#### [WHAT THE TASK ASKS]
Could you restate the entries below word for word and leave the images out?

(Stored data)
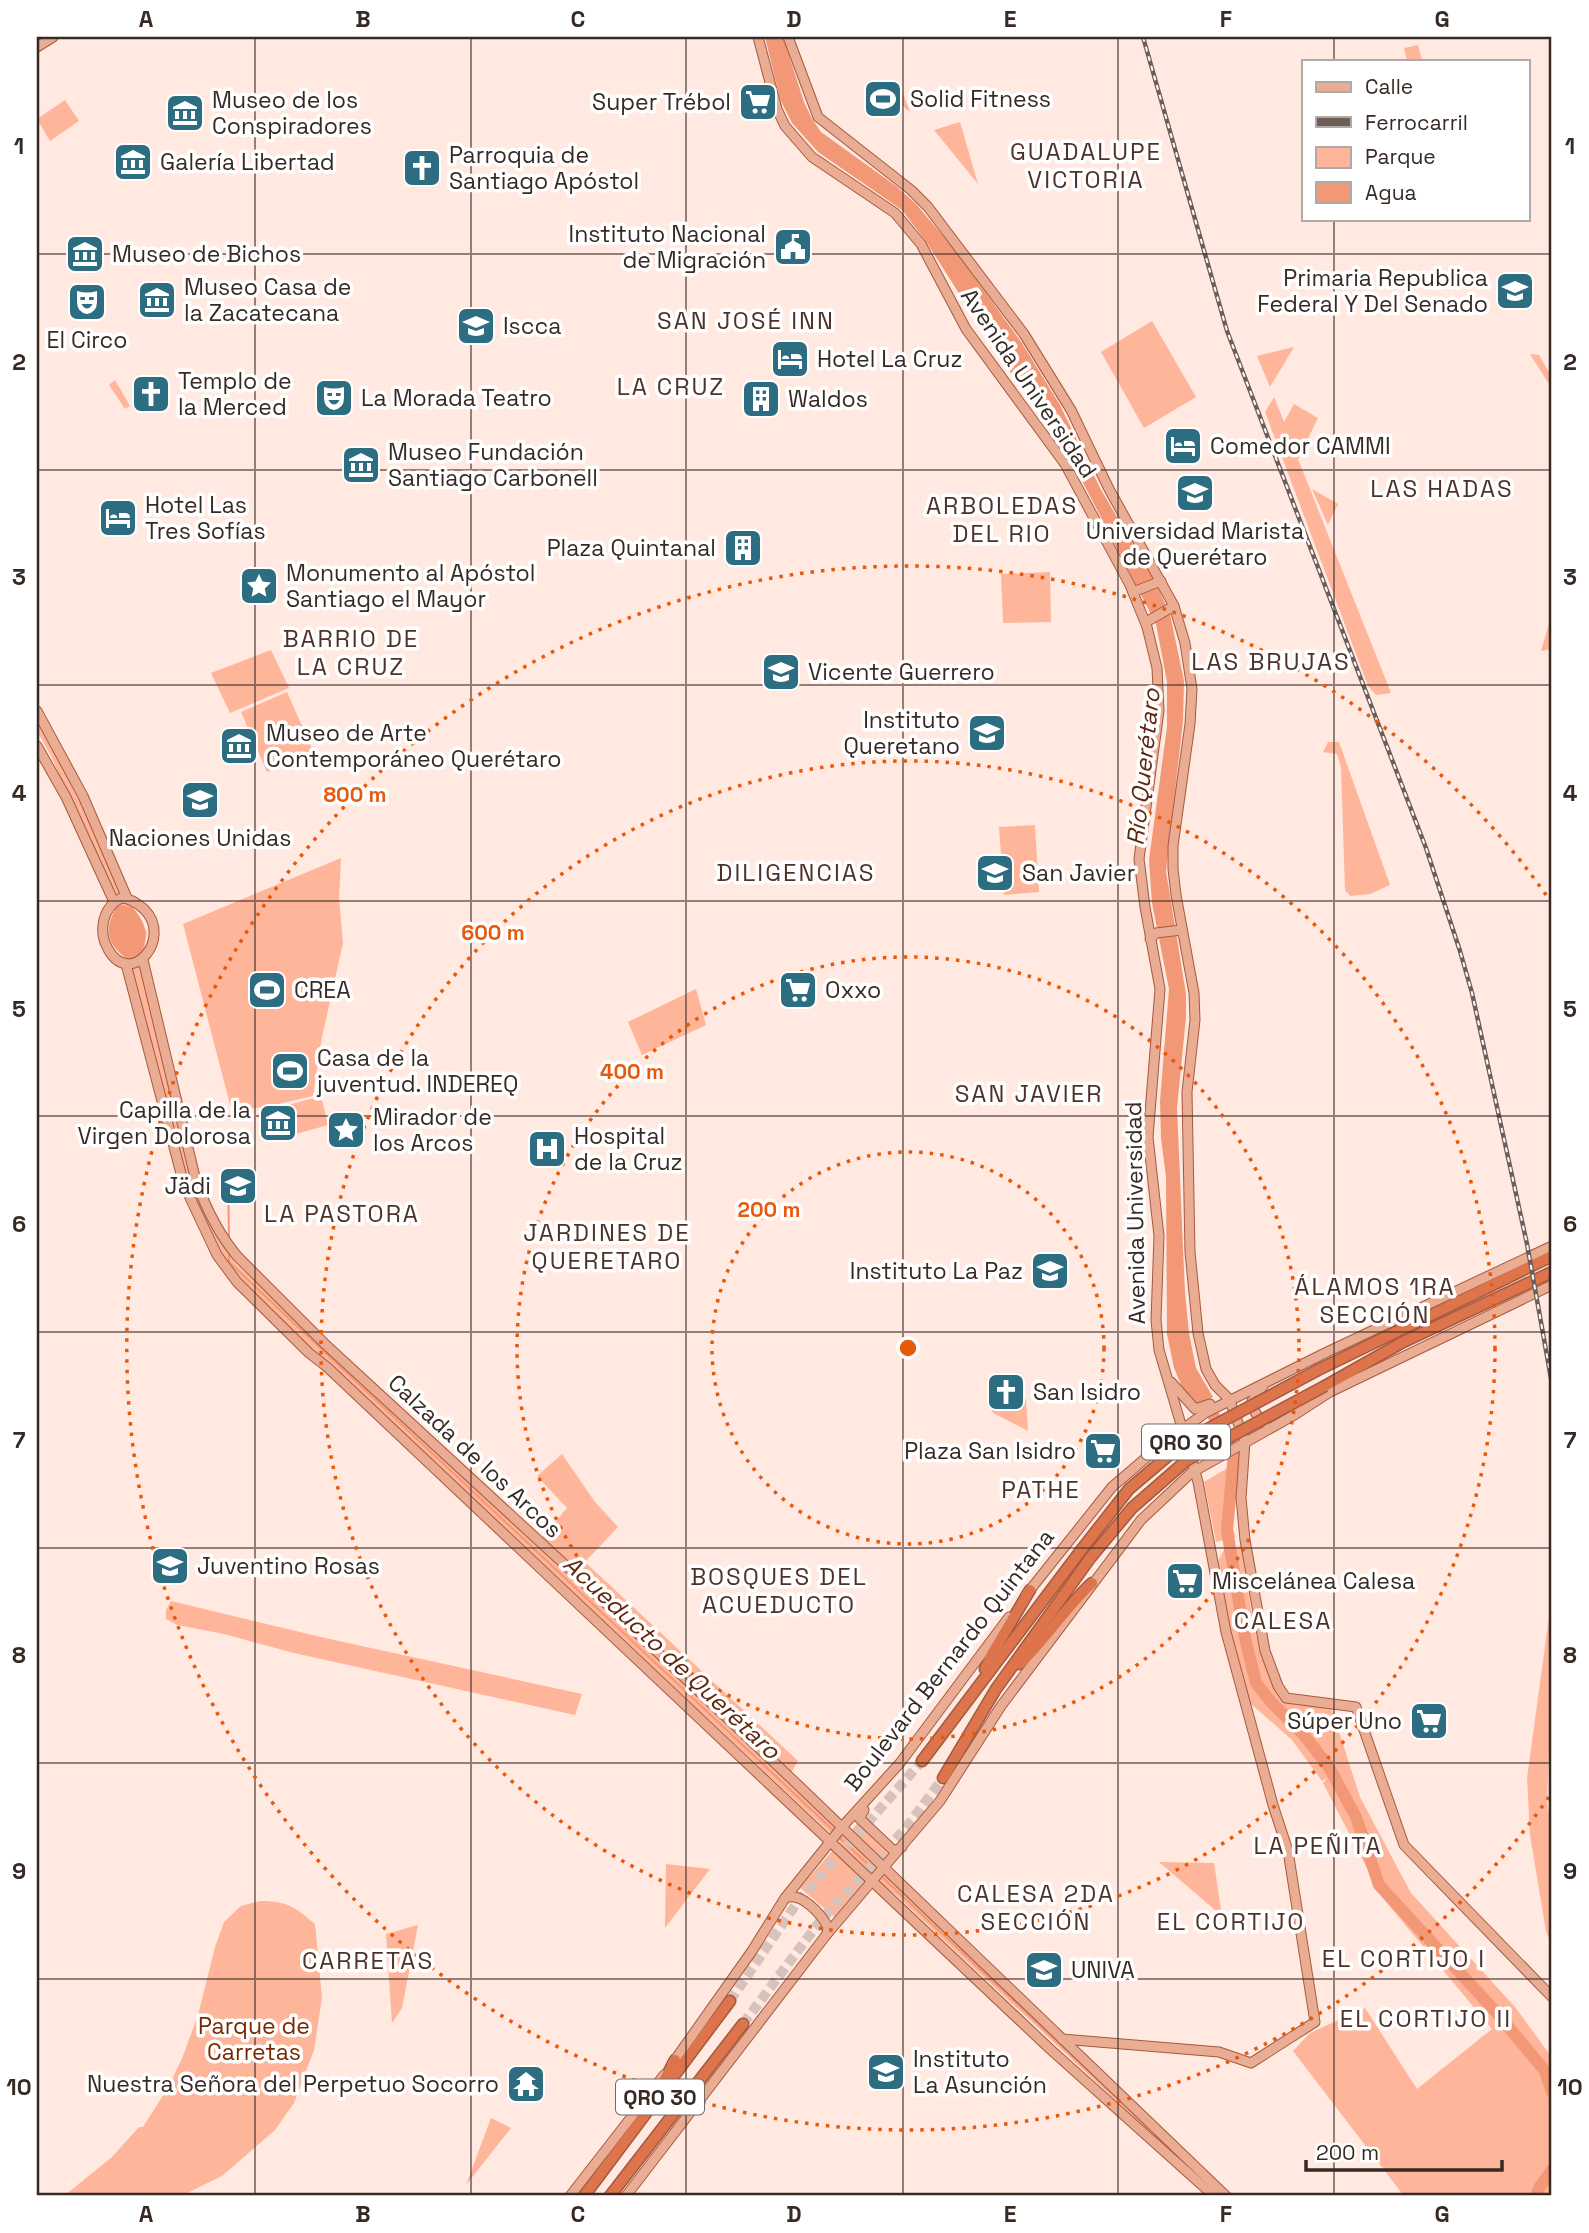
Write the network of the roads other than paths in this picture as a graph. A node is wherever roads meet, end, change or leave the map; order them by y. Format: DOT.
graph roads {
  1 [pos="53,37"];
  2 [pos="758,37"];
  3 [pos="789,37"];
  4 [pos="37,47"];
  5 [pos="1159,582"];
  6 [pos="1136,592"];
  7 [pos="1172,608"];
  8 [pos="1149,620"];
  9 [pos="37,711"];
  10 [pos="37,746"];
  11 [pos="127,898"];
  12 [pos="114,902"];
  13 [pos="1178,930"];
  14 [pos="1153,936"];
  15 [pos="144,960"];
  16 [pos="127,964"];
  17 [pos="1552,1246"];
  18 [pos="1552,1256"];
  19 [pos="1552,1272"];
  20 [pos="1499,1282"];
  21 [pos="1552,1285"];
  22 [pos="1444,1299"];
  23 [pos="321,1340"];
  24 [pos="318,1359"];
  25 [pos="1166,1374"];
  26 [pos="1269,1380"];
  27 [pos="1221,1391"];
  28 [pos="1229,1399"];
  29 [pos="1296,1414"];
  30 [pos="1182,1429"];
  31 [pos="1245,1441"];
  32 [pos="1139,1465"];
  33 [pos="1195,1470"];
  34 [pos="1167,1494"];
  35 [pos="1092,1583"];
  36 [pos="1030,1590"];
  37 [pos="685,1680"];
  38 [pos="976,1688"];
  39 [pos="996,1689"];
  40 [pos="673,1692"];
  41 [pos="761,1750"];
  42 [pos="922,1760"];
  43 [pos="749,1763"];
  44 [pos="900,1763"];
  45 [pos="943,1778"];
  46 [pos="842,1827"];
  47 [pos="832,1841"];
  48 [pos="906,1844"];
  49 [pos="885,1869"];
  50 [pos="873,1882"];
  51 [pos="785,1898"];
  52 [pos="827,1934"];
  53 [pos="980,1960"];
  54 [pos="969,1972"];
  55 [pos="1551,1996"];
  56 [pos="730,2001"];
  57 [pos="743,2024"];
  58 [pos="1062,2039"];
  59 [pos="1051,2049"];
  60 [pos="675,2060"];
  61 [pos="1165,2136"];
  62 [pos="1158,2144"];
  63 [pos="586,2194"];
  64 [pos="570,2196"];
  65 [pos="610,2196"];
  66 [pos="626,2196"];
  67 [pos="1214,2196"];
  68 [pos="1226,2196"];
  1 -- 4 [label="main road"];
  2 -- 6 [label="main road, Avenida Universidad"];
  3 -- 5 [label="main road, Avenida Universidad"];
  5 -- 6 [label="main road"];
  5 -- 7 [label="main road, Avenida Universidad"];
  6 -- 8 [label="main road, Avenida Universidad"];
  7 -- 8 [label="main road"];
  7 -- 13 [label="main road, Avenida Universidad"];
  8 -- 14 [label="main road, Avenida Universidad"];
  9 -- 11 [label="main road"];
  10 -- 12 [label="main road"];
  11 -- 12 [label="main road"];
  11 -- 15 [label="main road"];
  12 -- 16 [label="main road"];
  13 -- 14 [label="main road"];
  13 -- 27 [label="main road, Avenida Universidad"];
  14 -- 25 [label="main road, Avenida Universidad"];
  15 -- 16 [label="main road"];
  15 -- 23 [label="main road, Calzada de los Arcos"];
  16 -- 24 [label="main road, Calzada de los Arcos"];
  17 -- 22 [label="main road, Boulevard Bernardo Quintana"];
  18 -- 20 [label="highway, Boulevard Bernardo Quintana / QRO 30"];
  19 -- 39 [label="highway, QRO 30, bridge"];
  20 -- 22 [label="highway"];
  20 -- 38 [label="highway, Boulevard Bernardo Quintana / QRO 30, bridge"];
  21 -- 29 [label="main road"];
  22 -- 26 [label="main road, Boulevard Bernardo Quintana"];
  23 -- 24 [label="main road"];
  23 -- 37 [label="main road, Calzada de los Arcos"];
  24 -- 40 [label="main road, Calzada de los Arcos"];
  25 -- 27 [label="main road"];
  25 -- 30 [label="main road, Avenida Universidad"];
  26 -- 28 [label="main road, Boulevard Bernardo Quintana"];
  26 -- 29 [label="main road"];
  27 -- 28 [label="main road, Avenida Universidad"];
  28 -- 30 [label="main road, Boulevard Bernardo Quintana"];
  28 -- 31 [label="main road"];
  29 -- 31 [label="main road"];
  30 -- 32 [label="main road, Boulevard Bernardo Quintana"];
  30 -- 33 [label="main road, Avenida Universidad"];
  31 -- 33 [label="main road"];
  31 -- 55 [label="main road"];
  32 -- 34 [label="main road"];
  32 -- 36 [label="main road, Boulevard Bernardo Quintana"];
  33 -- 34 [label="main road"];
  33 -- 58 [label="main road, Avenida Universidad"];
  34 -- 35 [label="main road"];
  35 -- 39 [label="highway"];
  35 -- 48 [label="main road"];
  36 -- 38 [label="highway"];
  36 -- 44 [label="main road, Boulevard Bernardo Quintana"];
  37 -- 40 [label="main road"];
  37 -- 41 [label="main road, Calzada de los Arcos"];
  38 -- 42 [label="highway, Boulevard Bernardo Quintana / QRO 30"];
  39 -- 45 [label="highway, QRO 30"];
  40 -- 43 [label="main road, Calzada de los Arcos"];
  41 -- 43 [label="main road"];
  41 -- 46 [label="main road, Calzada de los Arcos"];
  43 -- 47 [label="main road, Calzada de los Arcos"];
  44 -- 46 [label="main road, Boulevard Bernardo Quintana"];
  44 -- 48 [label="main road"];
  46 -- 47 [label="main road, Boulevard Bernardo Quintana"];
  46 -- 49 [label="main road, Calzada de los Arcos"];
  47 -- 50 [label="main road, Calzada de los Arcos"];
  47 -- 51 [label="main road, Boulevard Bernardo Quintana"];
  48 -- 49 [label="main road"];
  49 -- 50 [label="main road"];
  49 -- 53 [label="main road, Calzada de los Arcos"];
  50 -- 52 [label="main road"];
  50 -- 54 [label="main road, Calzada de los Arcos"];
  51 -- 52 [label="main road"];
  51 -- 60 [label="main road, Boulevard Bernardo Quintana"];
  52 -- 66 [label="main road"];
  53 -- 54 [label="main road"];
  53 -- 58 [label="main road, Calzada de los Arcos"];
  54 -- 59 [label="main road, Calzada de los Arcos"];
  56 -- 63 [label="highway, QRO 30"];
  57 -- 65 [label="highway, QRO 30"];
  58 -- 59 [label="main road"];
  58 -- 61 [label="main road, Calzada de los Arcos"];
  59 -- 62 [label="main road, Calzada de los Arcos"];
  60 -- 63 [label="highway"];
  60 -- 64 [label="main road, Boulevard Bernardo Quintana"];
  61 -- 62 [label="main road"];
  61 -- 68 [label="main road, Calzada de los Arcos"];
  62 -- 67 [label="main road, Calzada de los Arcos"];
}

#### [RESPONSE]
Write the network of the roads other than paths in this picture as a graph. A node is wherever roads meet, end, change or leave the map; order them by y. Format: DOT.
graph roads {
  1 [pos="53,37"];
  2 [pos="758,37"];
  3 [pos="789,37"];
  4 [pos="37,47"];
  5 [pos="1159,582"];
  6 [pos="1136,592"];
  7 [pos="1172,608"];
  8 [pos="1149,620"];
  9 [pos="37,711"];
  10 [pos="37,746"];
  11 [pos="127,898"];
  12 [pos="114,902"];
  13 [pos="1178,930"];
  14 [pos="1153,936"];
  15 [pos="144,960"];
  16 [pos="127,964"];
  17 [pos="1552,1246"];
  18 [pos="1552,1256"];
  19 [pos="1552,1272"];
  20 [pos="1499,1282"];
  21 [pos="1552,1285"];
  22 [pos="1444,1299"];
  23 [pos="321,1340"];
  24 [pos="318,1359"];
  25 [pos="1166,1374"];
  26 [pos="1269,1380"];
  27 [pos="1221,1391"];
  28 [pos="1229,1399"];
  29 [pos="1296,1414"];
  30 [pos="1182,1429"];
  31 [pos="1245,1441"];
  32 [pos="1139,1465"];
  33 [pos="1195,1470"];
  34 [pos="1167,1494"];
  35 [pos="1092,1583"];
  36 [pos="1030,1590"];
  37 [pos="685,1680"];
  38 [pos="976,1688"];
  39 [pos="996,1689"];
  40 [pos="673,1692"];
  41 [pos="761,1750"];
  42 [pos="922,1760"];
  43 [pos="749,1763"];
  44 [pos="900,1763"];
  45 [pos="943,1778"];
  46 [pos="842,1827"];
  47 [pos="832,1841"];
  48 [pos="906,1844"];
  49 [pos="885,1869"];
  50 [pos="873,1882"];
  51 [pos="785,1898"];
  52 [pos="827,1934"];
  53 [pos="980,1960"];
  54 [pos="969,1972"];
  55 [pos="1551,1996"];
  56 [pos="730,2001"];
  57 [pos="743,2024"];
  58 [pos="1062,2039"];
  59 [pos="1051,2049"];
  60 [pos="675,2060"];
  61 [pos="1165,2136"];
  62 [pos="1158,2144"];
  63 [pos="586,2194"];
  64 [pos="570,2196"];
  65 [pos="610,2196"];
  66 [pos="626,2196"];
  67 [pos="1214,2196"];
  68 [pos="1226,2196"];
  1 -- 4 [label="main road"];
  2 -- 6 [label="main road, Avenida Universidad"];
  3 -- 5 [label="main road, Avenida Universidad"];
  5 -- 6 [label="main road"];
  5 -- 7 [label="main road, Avenida Universidad"];
  6 -- 8 [label="main road, Avenida Universidad"];
  7 -- 8 [label="main road"];
  7 -- 13 [label="main road, Avenida Universidad"];
  8 -- 14 [label="main road, Avenida Universidad"];
  9 -- 11 [label="main road"];
  10 -- 12 [label="main road"];
  11 -- 12 [label="main road"];
  11 -- 15 [label="main road"];
  12 -- 16 [label="main road"];
  13 -- 14 [label="main road"];
  13 -- 27 [label="main road, Avenida Universidad"];
  14 -- 25 [label="main road, Avenida Universidad"];
  15 -- 16 [label="main road"];
  15 -- 23 [label="main road, Calzada de los Arcos"];
  16 -- 24 [label="main road, Calzada de los Arcos"];
  17 -- 22 [label="main road, Boulevard Bernardo Quintana"];
  18 -- 20 [label="highway, Boulevard Bernardo Quintana / QRO 30"];
  19 -- 39 [label="highway, QRO 30, bridge"];
  20 -- 22 [label="highway"];
  20 -- 38 [label="highway, Boulevard Bernardo Quintana / QRO 30, bridge"];
  21 -- 29 [label="main road"];
  22 -- 26 [label="main road, Boulevard Bernardo Quintana"];
  23 -- 24 [label="main road"];
  23 -- 37 [label="main road, Calzada de los Arcos"];
  24 -- 40 [label="main road, Calzada de los Arcos"];
  25 -- 27 [label="main road"];
  25 -- 30 [label="main road, Avenida Universidad"];
  26 -- 28 [label="main road, Boulevard Bernardo Quintana"];
  26 -- 29 [label="main road"];
  27 -- 28 [label="main road, Avenida Universidad"];
  28 -- 30 [label="main road, Boulevard Bernardo Quintana"];
  28 -- 31 [label="main road"];
  29 -- 31 [label="main road"];
  30 -- 32 [label="main road, Boulevard Bernardo Quintana"];
  30 -- 33 [label="main road, Avenida Universidad"];
  31 -- 33 [label="main road"];
  31 -- 55 [label="main road"];
  32 -- 34 [label="main road"];
  32 -- 36 [label="main road, Boulevard Bernardo Quintana"];
  33 -- 34 [label="main road"];
  33 -- 58 [label="main road, Avenida Universidad"];
  34 -- 35 [label="main road"];
  35 -- 39 [label="highway"];
  35 -- 48 [label="main road"];
  36 -- 38 [label="highway"];
  36 -- 44 [label="main road, Boulevard Bernardo Quintana"];
  37 -- 40 [label="main road"];
  37 -- 41 [label="main road, Calzada de los Arcos"];
  38 -- 42 [label="highway, Boulevard Bernardo Quintana / QRO 30"];
  39 -- 45 [label="highway, QRO 30"];
  40 -- 43 [label="main road, Calzada de los Arcos"];
  41 -- 43 [label="main road"];
  41 -- 46 [label="main road, Calzada de los Arcos"];
  43 -- 47 [label="main road, Calzada de los Arcos"];
  44 -- 46 [label="main road, Boulevard Bernardo Quintana"];
  44 -- 48 [label="main road"];
  46 -- 47 [label="main road, Boulevard Bernardo Quintana"];
  46 -- 49 [label="main road, Calzada de los Arcos"];
  47 -- 50 [label="main road, Calzada de los Arcos"];
  47 -- 51 [label="main road, Boulevard Bernardo Quintana"];
  48 -- 49 [label="main road"];
  49 -- 50 [label="main road"];
  49 -- 53 [label="main road, Calzada de los Arcos"];
  50 -- 52 [label="main road"];
  50 -- 54 [label="main road, Calzada de los Arcos"];
  51 -- 52 [label="main road"];
  51 -- 60 [label="main road, Boulevard Bernardo Quintana"];
  52 -- 66 [label="main road"];
  53 -- 54 [label="main road"];
  53 -- 58 [label="main road, Calzada de los Arcos"];
  54 -- 59 [label="main road, Calzada de los Arcos"];
  56 -- 63 [label="highway, QRO 30"];
  57 -- 65 [label="highway, QRO 30"];
  58 -- 59 [label="main road"];
  58 -- 61 [label="main road, Calzada de los Arcos"];
  59 -- 62 [label="main road, Calzada de los Arcos"];
  60 -- 63 [label="highway"];
  60 -- 64 [label="main road, Boulevard Bernardo Quintana"];
  61 -- 62 [label="main road"];
  61 -- 68 [label="main road, Calzada de los Arcos"];
  62 -- 67 [label="main road, Calzada de los Arcos"];
}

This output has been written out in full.